Methods for Detecting a Target Nucleic Acid

[0140] Within other embodiments, the present disclosure provides methods that employ the contacting of a first fusion protein and a second fusion protein to a nucleic acid sample, wherein the first fusion protein comprises a first sequence specific targeting protein in operable combination with a first portion of a split-reporter molecule and the second fusion protein comprises a second sequence specific targeting protein in operable combination with a second portion of a split-reporter molecule, wherein the first sequence specific targeting protein binds to a first target nucleotide sequence and the second sequence specific targeting protein binds to a second target nucleotide sequence and wherein when the first and second nucleotide sequences are both present within the nucleic acid sample are both in proximity, the binding of the first sequence specific targeting protein to the first target nucleotide sequence and the binding of the second sequence specific targeting protein to the second nucleotide sequence brings the first portion of the split-reporter molecule into functional proximity with the second portion of the split-reporter molecule such that the binding of the first and second fusion proteins to the first and second target nucleotide sequences within the nucleic acid sample can be detected.

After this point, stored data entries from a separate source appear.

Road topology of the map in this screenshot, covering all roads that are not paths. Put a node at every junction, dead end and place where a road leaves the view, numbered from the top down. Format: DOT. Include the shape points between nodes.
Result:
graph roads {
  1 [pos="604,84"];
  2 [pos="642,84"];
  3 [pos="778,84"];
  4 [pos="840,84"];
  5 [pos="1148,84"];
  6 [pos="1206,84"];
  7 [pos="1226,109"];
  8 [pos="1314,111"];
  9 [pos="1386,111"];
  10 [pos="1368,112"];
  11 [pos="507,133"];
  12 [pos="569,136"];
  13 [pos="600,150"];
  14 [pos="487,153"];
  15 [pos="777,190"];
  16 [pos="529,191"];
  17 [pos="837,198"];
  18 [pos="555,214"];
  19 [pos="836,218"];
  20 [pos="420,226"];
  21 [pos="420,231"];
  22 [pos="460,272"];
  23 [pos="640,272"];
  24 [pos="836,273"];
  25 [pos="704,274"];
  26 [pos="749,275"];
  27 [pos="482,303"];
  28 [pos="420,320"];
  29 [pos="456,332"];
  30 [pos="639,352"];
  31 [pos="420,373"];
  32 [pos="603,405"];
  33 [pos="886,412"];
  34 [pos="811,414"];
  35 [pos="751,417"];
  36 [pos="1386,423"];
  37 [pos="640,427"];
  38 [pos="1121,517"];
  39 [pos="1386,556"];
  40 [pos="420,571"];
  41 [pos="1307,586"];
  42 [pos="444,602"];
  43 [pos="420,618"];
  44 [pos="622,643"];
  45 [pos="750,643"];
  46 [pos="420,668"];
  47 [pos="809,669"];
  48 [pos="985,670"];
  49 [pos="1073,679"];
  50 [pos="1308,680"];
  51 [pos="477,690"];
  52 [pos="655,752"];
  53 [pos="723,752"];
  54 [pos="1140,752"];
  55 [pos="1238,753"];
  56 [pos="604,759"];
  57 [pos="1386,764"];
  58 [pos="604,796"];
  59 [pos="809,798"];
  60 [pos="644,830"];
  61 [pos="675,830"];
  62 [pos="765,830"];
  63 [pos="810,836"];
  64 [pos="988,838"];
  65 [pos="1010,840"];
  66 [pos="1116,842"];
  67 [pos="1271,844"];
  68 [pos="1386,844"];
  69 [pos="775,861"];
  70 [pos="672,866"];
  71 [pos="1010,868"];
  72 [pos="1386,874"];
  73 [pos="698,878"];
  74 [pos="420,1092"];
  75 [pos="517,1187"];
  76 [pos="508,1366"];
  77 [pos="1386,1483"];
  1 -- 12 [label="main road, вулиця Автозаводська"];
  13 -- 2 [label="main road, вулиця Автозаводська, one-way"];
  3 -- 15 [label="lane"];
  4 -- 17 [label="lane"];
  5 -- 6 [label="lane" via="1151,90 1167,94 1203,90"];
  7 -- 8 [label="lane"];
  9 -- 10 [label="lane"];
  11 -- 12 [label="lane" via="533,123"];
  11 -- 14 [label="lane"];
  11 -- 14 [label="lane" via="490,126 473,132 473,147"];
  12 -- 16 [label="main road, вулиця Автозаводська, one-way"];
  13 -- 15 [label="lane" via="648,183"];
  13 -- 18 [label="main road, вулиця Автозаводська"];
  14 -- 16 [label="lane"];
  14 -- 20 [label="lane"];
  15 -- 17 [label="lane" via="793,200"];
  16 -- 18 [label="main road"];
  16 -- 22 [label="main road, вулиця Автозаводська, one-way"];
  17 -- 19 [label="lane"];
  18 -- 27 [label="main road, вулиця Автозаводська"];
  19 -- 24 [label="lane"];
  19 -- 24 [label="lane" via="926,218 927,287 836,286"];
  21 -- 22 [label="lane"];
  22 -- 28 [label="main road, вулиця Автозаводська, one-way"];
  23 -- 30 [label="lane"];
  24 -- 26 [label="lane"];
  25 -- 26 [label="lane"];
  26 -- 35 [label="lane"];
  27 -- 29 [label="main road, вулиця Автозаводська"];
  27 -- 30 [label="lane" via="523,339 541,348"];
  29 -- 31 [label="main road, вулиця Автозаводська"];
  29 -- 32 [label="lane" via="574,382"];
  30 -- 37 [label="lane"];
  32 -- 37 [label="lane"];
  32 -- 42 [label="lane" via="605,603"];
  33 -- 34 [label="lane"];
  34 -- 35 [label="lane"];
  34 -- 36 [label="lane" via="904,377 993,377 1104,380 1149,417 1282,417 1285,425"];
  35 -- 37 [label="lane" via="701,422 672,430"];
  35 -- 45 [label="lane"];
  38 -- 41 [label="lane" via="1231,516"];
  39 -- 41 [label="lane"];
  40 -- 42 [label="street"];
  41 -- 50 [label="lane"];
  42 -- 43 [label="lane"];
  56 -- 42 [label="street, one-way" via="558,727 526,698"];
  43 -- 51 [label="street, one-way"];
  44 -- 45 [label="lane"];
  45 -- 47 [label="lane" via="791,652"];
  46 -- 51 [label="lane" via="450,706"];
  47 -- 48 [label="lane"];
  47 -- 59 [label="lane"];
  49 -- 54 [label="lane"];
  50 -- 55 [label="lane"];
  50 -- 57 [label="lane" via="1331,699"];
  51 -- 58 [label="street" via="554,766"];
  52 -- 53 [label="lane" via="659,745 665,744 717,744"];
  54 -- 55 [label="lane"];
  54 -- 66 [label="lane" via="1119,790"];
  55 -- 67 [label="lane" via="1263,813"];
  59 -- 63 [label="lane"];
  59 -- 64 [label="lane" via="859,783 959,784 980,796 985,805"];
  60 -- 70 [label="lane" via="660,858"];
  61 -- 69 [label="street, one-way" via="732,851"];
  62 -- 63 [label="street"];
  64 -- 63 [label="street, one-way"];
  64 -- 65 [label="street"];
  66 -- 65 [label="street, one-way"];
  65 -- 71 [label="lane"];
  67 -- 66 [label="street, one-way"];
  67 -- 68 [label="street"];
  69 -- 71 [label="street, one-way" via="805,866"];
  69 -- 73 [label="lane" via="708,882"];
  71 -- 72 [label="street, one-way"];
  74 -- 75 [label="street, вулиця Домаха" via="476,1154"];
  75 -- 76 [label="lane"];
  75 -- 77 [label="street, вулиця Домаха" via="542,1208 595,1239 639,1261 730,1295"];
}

[0141] Within certain aspects of these embodiments, the nucleic acid sample is contacted with first and second fusion proteins, which comprise first and second sequence specific targeting proteins, respectively, that are Transcription Activator-like (TAL) effector proteins. Within certain aspects of these embodiments, the nucleic acid sample is contacted with first and second fusion proteins, which comprise first and second sequence specific targeting proteins, respectively, that are homing endonucleases ("HEs"). Within certain aspects of these embodiments, the nucleic acid sample is contacted with first and second fusion proteins, which comprise first and second sequence specific targeting proteins, respectively, that include a Cas protein, such as a Cas9 protein, and a tracrRNA having specificity for the first and second target nucleotide sequences, respectively. Within certain aspects of these embodiments, the nucleic acid sample is contacted with first and second fusion proteins, which comprise first and second sequence specific targeting proteins, respectively, that are three prime repair exonucleases ("TREX"). Within certain aspects of these embodiments, the nucleic acid sample is contacted with first and second fusion proteins, which comprise first and second sequence specific targeting proteins, respectively, that are zinc finger ("ZF") proteins.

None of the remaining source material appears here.